**Problem to work on**
Could you write out the records below exactly as they appear, leaving out any pictures?

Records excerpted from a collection
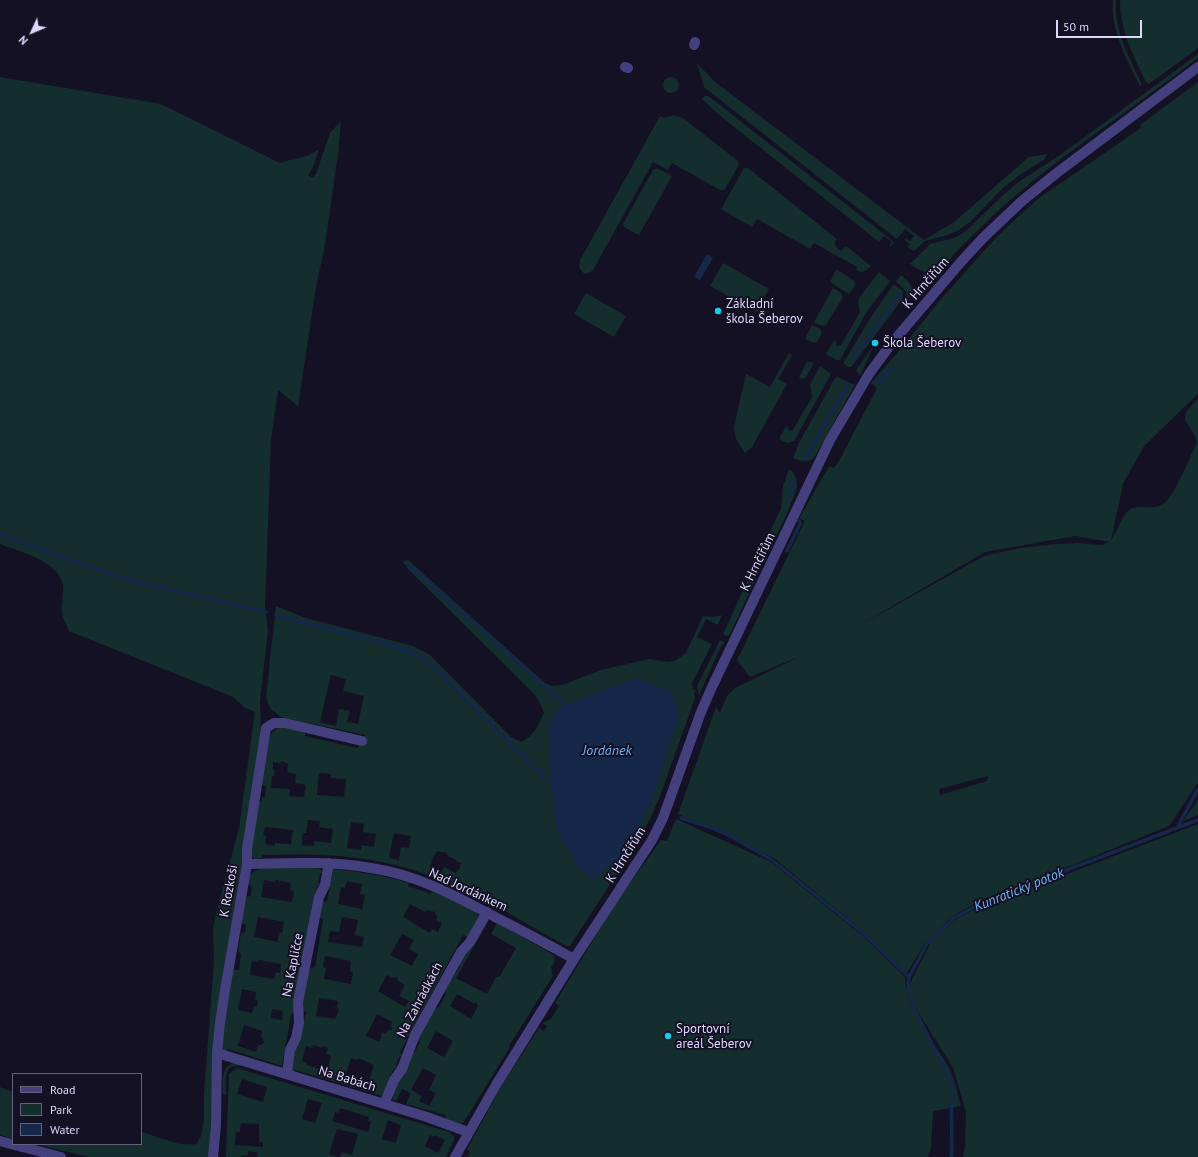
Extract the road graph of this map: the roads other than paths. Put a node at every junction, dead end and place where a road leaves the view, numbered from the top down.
1 (1198, 67) edge
2 (362, 741) dead end
3 (329, 863) junction
4 (247, 864) junction
5 (487, 912) junction
6 (574, 959) junction
7 (217, 1053) junction
8 (287, 1074) junction
9 (384, 1104) junction
10 (468, 1132) junction
11 (0, 1141) edge
12 (12, 1144) edge
13 (15, 1145) edge
14 (61, 1157) edge
15 (213, 1157) edge
16 (455, 1157) edge

1 - 6 street, K Hrnčířům
2 - 4 street, K Rozkoši
3 - 4 street, Nad Jordánkem
3 - 5 street, Nad Jordánkem
3 - 8 street, Na Kapličce
4 - 7 street, K Rozkoši
5 - 6 street, Nad Jordánkem
5 - 9 street, Na Zahrádkách
6 - 10 street, K Hrnčířům
7 - 8 street, Na Babách
7 - 15 street, K Rozkoši
8 - 9 street, Na Babách
9 - 10 street, Na Babách
10 - 16 street, K Hrnčířům
11 - 12 street
13 - 14 street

**Exercise output**
Extract the road graph of this map: the roads other than paths. Put a node at every junction, dead end and place where a road leaves the view, numbered from the top down.
1 (1198, 67) edge
2 (362, 741) dead end
3 (329, 863) junction
4 (247, 864) junction
5 (487, 912) junction
6 (574, 959) junction
7 (217, 1053) junction
8 (287, 1074) junction
9 (384, 1104) junction
10 (468, 1132) junction
11 (0, 1141) edge
12 (12, 1144) edge
13 (15, 1145) edge
14 (61, 1157) edge
15 (213, 1157) edge
16 (455, 1157) edge

1 - 6 street, K Hrnčířům
2 - 4 street, K Rozkoši
3 - 4 street, Nad Jordánkem
3 - 5 street, Nad Jordánkem
3 - 8 street, Na Kapličce
4 - 7 street, K Rozkoši
5 - 6 street, Nad Jordánkem
5 - 9 street, Na Zahrádkách
6 - 10 street, K Hrnčířům
7 - 8 street, Na Babách
7 - 15 street, K Rozkoši
8 - 9 street, Na Babách
9 - 10 street, Na Babách
10 - 16 street, K Hrnčířům
11 - 12 street
13 - 14 street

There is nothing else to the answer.